7) A flowchart of the new method will help to the reader. It will be useful for a direct implementation of the method in several programs!
Author Response
Please see the response attached alongside the updated manuscript.
Author Response File:
Author Response.pdf
Reviewer 2 Report
Comments and Suggestions for AuthorsThe paper introduces “Scaled Hirshfeld (SH)” partitioning: within Hirshfeld’s 1977 stockholder framework, each neutral reference atom density is simply scaled by an iteratively optimized coefficient cA. They prove that SH is mathematically identical to the minimal-basis additive variational Hirshfeld (AVH-M), thereby endowing SH with an information-theoretic foundation, size-consistency and a unique solution. A fixed-point iteration solver is used; computational cost is comparable to original Hirshfeld. On a 168-molecule organic set, SH charges are systematically larger than Hirshfeld and reduce mean absolute errors for dipole moments and electrostatic potentials by ~39 % and ~34 %, respectively, approaching the empirical CM5 and the larger-basis AVH-B results.The study shows that a minimal, variational rescaling of neutral pro-atoms suffices to correct most Hirshfeld deficiencies, offering an immediate “drop-in” upgrade for force-fields and electrostatic models. But Specific revision requests:
1)Missing methodological detail: provide pseudo-code for the SH iteration (convergence threshold, maximum steps, initial guess, safeguard against negative coefficients) and supply a GitHub or permanent DOI repository to ensure reproducibility.
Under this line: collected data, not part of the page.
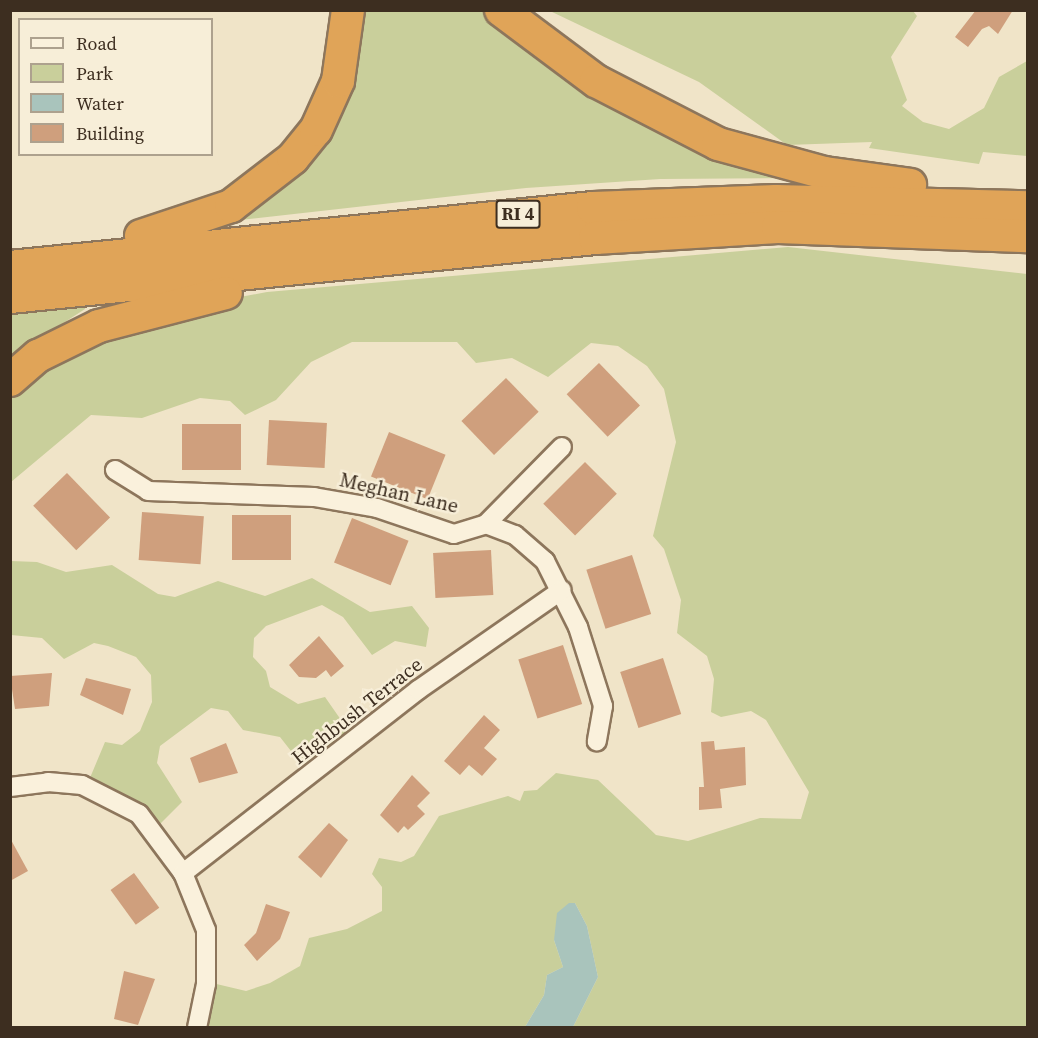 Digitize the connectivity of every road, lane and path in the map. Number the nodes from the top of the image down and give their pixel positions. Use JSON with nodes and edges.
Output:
{"nodes":[{"id":1,"x":348,"y":10,"type":"edge"},
{"id":2,"x":501,"y":10,"type":"edge"},
{"id":3,"x":1028,"y":195,"type":"edge"},
{"id":4,"x":1028,"y":207,"type":"edge"},
{"id":5,"x":1028,"y":236,"type":"edge"},
{"id":6,"x":10,"y":252,"type":"edge"},
{"id":7,"x":484,"y":252,"type":"junction"},
{"id":8,"x":10,"y":267,"type":"edge"},
{"id":9,"x":10,"y":297,"type":"edge"},
{"id":10,"x":10,"y":380,"type":"edge"},
{"id":11,"x":562,"y":447,"type":"dead end"},
{"id":12,"x":115,"y":470,"type":"dead end"},
{"id":13,"x":486,"y":524,"type":"junction"},
{"id":14,"x":562,"y":590,"type":"junction"},
{"id":15,"x":597,"y":741,"type":"dead end"},
{"id":16,"x":10,"y":787,"type":"edge"},
{"id":17,"x":183,"y":873,"type":"junction"},
{"id":18,"x":197,"y":1028,"type":"edge"}],
"edges":[{"from":1,"to":6,"type":"highway"},
{"from":2,"to":3,"type":"highway"},
{"from":4,"to":8,"type":"highway","number":"RI 4"},
{"from":5,"to":7,"type":"highway","number":"RI 4"},
{"from":7,"to":9,"type":"highway","number":"RI 4"},
{"from":7,"to":10,"type":"highway"},
{"from":11,"to":13,"type":"street"},
{"from":12,"to":13,"type":"street","name":"Meghan Lane"},
{"from":13,"to":14,"type":"street"},
{"from":14,"to":15,"type":"street"},
{"from":14,"to":17,"type":"street","name":"Highbush Terrace"},
{"from":16,"to":17,"type":"street"},
{"from":17,"to":18,"type":"street"}]}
2)Insufficient data presentation: in addition to Table 1, include histograms or box-plots of errors and list the best- and worst-case molecules with their structures so readers can judge robustness.
3)Computational cost not discussed: report average CPU time (s/core) and peak memory for SH vs. Hirshfeld and AVH-B, and state the scaling with molecular size (linear? quadratic?).
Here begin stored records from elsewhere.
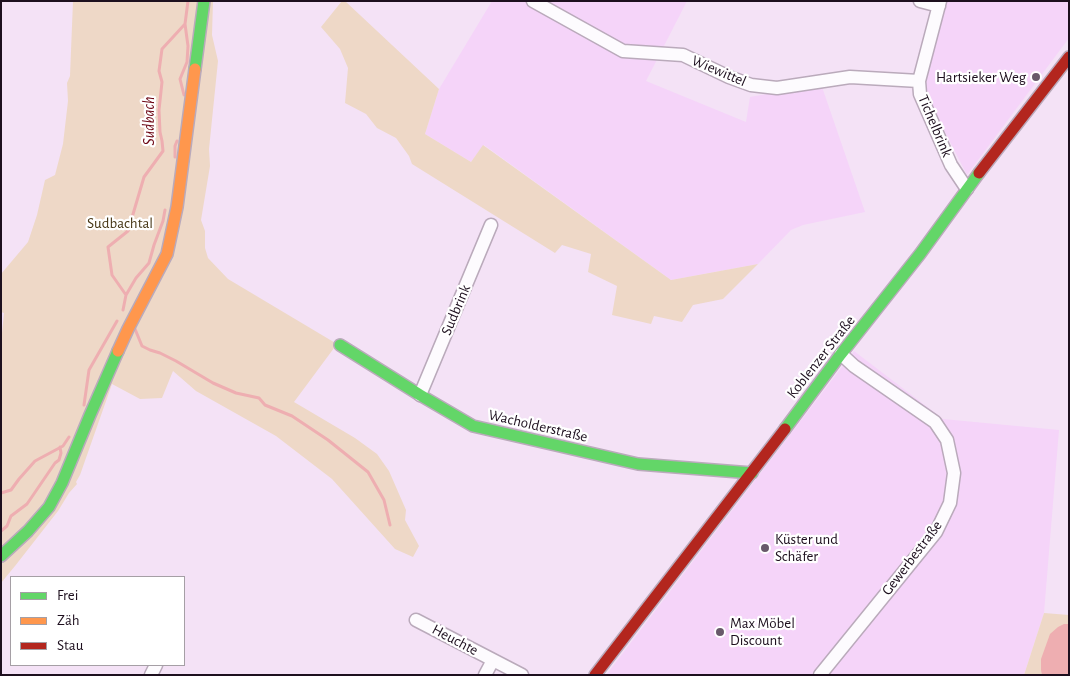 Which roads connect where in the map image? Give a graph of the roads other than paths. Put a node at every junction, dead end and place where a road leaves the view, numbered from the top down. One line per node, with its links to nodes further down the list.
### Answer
1 (204, 1): 13 (street)
2 (532, 1): 6 (street, Wiewittel)
3 (920, 1): 4 (street)
4 (940, 4): 6 (street, Tichelbrink)
5 (1069, 57): 7 (street, Koblenzer Straße)
6 (919, 81): 7 (street, Tichelbrink)
7 (967, 189): 10 (street, Koblenzer Straße)
8 (491, 225): 11 (street, Sudbrink)
9 (340, 345): 11 (street, Wacholderstraße)
10 (841, 354): 12 (street, Koblenzer Straße); 19 (street, Gewerbestraße)
11 (420, 395): 12 (street, Wacholderstraße)
12 (752, 473): 18 (street, Koblenzer Straße)
13 (1, 556)
14 (416, 620): 15 (street, Heuchte)
15 (493, 660): 16 (street, Heuchte); 17 (street, Heuchte)
16 (485, 675)
17 (522, 675)
18 (596, 675)
19 (820, 675)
4)Theoretical limitations unclear: because SH uses spherically averaged neutral atoms, discuss its performance for systems with large charge transfer or excited states and outline a roadmap for incorporating non-neutral or hybrid basis functions. 5)Figure & symbol consistency: font size in Fig. 1 axes is too small; unify “ext-KL” vs. “KL” notation; Eq. (11) overflows the margin—re-format.
Comments on the Quality of English LanguageAbout assessment of English quality: Generally clear and logically structured with accurate terminology.
Author Response
Please see the attached document.
Author Response File:
Author Response.pdf
Round 2
Reviewer 1 Report
Comments and Suggestions for AuthorsThe author presents a new population analysis called scaled Hirshfeld (SH), this tool seems to be robust. All tests that I have made on the first revision, now, are covered.
In the new method the neutral pro-atom densities (H) are scaled to produce the new scaled pro-atom densities, which are used in the weight function (w(r)). In the convergence it has only one solution for a ground or excited state density. This is fine. The resulting atomic charges show ability to approximate molecular electrostatics (dipole moment and electrostatic potential).
I approve to publication.
A minor error appears in the row 139: [?]
Congratulations!
Author Response
Thanks for your positive feedback and for noticing the corrupted reference on line 139, which appeared as [?] instead of [61]. This has been corrected.